[Collected data entries]
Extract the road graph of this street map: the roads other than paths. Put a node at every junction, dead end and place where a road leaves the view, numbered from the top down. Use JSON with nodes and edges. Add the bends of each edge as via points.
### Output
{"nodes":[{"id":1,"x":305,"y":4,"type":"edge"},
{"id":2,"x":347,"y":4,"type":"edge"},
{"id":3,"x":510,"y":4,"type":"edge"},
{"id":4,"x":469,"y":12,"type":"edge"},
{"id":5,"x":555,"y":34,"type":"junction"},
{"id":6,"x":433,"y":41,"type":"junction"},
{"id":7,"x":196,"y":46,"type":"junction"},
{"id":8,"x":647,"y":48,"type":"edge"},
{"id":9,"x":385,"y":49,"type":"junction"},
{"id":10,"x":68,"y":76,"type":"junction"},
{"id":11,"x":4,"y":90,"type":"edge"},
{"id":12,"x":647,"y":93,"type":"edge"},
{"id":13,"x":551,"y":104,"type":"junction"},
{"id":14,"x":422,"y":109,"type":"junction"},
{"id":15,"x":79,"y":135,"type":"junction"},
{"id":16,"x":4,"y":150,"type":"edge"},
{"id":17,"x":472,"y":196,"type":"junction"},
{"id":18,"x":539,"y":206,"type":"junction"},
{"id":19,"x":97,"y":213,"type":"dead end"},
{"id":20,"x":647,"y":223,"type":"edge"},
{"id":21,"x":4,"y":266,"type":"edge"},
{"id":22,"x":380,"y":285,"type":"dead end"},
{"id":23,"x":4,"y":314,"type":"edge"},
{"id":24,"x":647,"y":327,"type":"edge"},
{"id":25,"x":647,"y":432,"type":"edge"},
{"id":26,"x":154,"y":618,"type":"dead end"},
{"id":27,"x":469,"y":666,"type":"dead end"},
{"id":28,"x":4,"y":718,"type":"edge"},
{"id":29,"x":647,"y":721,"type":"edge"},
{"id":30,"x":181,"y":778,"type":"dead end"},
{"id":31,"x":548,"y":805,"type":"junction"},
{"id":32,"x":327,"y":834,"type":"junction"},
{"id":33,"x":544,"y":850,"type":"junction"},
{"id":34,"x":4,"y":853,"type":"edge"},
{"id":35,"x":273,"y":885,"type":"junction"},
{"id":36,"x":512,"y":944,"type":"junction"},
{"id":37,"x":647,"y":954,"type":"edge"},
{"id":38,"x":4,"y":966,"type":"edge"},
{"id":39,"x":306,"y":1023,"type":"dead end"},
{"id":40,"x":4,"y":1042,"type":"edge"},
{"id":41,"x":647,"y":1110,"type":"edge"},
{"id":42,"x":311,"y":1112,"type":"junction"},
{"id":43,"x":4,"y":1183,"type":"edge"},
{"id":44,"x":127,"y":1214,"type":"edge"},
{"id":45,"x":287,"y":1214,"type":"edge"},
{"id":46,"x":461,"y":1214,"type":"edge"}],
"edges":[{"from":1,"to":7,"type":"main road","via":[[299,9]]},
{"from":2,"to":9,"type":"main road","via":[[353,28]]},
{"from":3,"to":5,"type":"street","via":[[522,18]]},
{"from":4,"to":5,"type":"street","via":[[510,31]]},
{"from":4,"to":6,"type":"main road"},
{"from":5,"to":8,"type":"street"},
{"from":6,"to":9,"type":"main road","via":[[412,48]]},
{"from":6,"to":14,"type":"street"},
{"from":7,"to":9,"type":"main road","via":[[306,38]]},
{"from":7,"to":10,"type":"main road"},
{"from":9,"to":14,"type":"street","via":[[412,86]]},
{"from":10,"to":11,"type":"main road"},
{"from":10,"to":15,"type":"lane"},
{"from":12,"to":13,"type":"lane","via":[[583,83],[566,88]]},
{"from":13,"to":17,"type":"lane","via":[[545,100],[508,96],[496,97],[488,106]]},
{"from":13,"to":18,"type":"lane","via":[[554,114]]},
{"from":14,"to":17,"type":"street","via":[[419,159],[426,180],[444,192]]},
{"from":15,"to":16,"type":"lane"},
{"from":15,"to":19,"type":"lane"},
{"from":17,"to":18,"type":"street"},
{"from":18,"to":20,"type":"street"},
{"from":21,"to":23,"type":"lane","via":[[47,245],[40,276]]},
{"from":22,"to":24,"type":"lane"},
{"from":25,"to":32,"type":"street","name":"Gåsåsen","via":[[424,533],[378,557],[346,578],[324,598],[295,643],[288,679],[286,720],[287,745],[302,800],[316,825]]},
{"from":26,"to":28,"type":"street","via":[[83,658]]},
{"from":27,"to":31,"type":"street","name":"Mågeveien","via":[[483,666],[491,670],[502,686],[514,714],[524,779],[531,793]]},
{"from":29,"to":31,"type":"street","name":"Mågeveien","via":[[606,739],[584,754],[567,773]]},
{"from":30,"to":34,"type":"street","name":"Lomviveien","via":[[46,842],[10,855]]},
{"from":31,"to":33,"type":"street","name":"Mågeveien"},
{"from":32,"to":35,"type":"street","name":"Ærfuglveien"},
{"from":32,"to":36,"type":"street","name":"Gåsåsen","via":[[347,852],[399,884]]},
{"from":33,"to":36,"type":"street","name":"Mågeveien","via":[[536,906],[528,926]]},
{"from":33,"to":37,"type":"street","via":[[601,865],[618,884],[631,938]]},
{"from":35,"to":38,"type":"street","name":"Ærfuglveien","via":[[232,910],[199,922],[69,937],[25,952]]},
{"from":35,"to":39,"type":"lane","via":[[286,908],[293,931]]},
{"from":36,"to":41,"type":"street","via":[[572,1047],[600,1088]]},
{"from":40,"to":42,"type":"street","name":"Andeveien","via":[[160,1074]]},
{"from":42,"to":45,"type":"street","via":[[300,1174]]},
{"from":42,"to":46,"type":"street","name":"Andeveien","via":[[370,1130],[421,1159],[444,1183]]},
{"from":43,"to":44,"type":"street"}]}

== Problem statement ==
Transcribe all of the data above, character for character.

== Answer to the exercise ==
Extract the road graph of this street map: the roads other than paths. Put a node at every junction, dead end and place where a road leaves the view, numbered from the top down. Use JSON with nodes and edges. Add the bends of each edge as via points.
### Output
{"nodes":[{"id":1,"x":305,"y":4,"type":"edge"},
{"id":2,"x":347,"y":4,"type":"edge"},
{"id":3,"x":510,"y":4,"type":"edge"},
{"id":4,"x":469,"y":12,"type":"edge"},
{"id":5,"x":555,"y":34,"type":"junction"},
{"id":6,"x":433,"y":41,"type":"junction"},
{"id":7,"x":196,"y":46,"type":"junction"},
{"id":8,"x":647,"y":48,"type":"edge"},
{"id":9,"x":385,"y":49,"type":"junction"},
{"id":10,"x":68,"y":76,"type":"junction"},
{"id":11,"x":4,"y":90,"type":"edge"},
{"id":12,"x":647,"y":93,"type":"edge"},
{"id":13,"x":551,"y":104,"type":"junction"},
{"id":14,"x":422,"y":109,"type":"junction"},
{"id":15,"x":79,"y":135,"type":"junction"},
{"id":16,"x":4,"y":150,"type":"edge"},
{"id":17,"x":472,"y":196,"type":"junction"},
{"id":18,"x":539,"y":206,"type":"junction"},
{"id":19,"x":97,"y":213,"type":"dead end"},
{"id":20,"x":647,"y":223,"type":"edge"},
{"id":21,"x":4,"y":266,"type":"edge"},
{"id":22,"x":380,"y":285,"type":"dead end"},
{"id":23,"x":4,"y":314,"type":"edge"},
{"id":24,"x":647,"y":327,"type":"edge"},
{"id":25,"x":647,"y":432,"type":"edge"},
{"id":26,"x":154,"y":618,"type":"dead end"},
{"id":27,"x":469,"y":666,"type":"dead end"},
{"id":28,"x":4,"y":718,"type":"edge"},
{"id":29,"x":647,"y":721,"type":"edge"},
{"id":30,"x":181,"y":778,"type":"dead end"},
{"id":31,"x":548,"y":805,"type":"junction"},
{"id":32,"x":327,"y":834,"type":"junction"},
{"id":33,"x":544,"y":850,"type":"junction"},
{"id":34,"x":4,"y":853,"type":"edge"},
{"id":35,"x":273,"y":885,"type":"junction"},
{"id":36,"x":512,"y":944,"type":"junction"},
{"id":37,"x":647,"y":954,"type":"edge"},
{"id":38,"x":4,"y":966,"type":"edge"},
{"id":39,"x":306,"y":1023,"type":"dead end"},
{"id":40,"x":4,"y":1042,"type":"edge"},
{"id":41,"x":647,"y":1110,"type":"edge"},
{"id":42,"x":311,"y":1112,"type":"junction"},
{"id":43,"x":4,"y":1183,"type":"edge"},
{"id":44,"x":127,"y":1214,"type":"edge"},
{"id":45,"x":287,"y":1214,"type":"edge"},
{"id":46,"x":461,"y":1214,"type":"edge"}],
"edges":[{"from":1,"to":7,"type":"main road","via":[[299,9]]},
{"from":2,"to":9,"type":"main road","via":[[353,28]]},
{"from":3,"to":5,"type":"street","via":[[522,18]]},
{"from":4,"to":5,"type":"street","via":[[510,31]]},
{"from":4,"to":6,"type":"main road"},
{"from":5,"to":8,"type":"street"},
{"from":6,"to":9,"type":"main road","via":[[412,48]]},
{"from":6,"to":14,"type":"street"},
{"from":7,"to":9,"type":"main road","via":[[306,38]]},
{"from":7,"to":10,"type":"main road"},
{"from":9,"to":14,"type":"street","via":[[412,86]]},
{"from":10,"to":11,"type":"main road"},
{"from":10,"to":15,"type":"lane"},
{"from":12,"to":13,"type":"lane","via":[[583,83],[566,88]]},
{"from":13,"to":17,"type":"lane","via":[[545,100],[508,96],[496,97],[488,106]]},
{"from":13,"to":18,"type":"lane","via":[[554,114]]},
{"from":14,"to":17,"type":"street","via":[[419,159],[426,180],[444,192]]},
{"from":15,"to":16,"type":"lane"},
{"from":15,"to":19,"type":"lane"},
{"from":17,"to":18,"type":"street"},
{"from":18,"to":20,"type":"street"},
{"from":21,"to":23,"type":"lane","via":[[47,245],[40,276]]},
{"from":22,"to":24,"type":"lane"},
{"from":25,"to":32,"type":"street","name":"Gåsåsen","via":[[424,533],[378,557],[346,578],[324,598],[295,643],[288,679],[286,720],[287,745],[302,800],[316,825]]},
{"from":26,"to":28,"type":"street","via":[[83,658]]},
{"from":27,"to":31,"type":"street","name":"Mågeveien","via":[[483,666],[491,670],[502,686],[514,714],[524,779],[531,793]]},
{"from":29,"to":31,"type":"street","name":"Mågeveien","via":[[606,739],[584,754],[567,773]]},
{"from":30,"to":34,"type":"street","name":"Lomviveien","via":[[46,842],[10,855]]},
{"from":31,"to":33,"type":"street","name":"Mågeveien"},
{"from":32,"to":35,"type":"street","name":"Ærfuglveien"},
{"from":32,"to":36,"type":"street","name":"Gåsåsen","via":[[347,852],[399,884]]},
{"from":33,"to":36,"type":"street","name":"Mågeveien","via":[[536,906],[528,926]]},
{"from":33,"to":37,"type":"street","via":[[601,865],[618,884],[631,938]]},
{"from":35,"to":38,"type":"street","name":"Ærfuglveien","via":[[232,910],[199,922],[69,937],[25,952]]},
{"from":35,"to":39,"type":"lane","via":[[286,908],[293,931]]},
{"from":36,"to":41,"type":"street","via":[[572,1047],[600,1088]]},
{"from":40,"to":42,"type":"street","name":"Andeveien","via":[[160,1074]]},
{"from":42,"to":45,"type":"street","via":[[300,1174]]},
{"from":42,"to":46,"type":"street","name":"Andeveien","via":[[370,1130],[421,1159],[444,1183]]},
{"from":43,"to":44,"type":"street"}]}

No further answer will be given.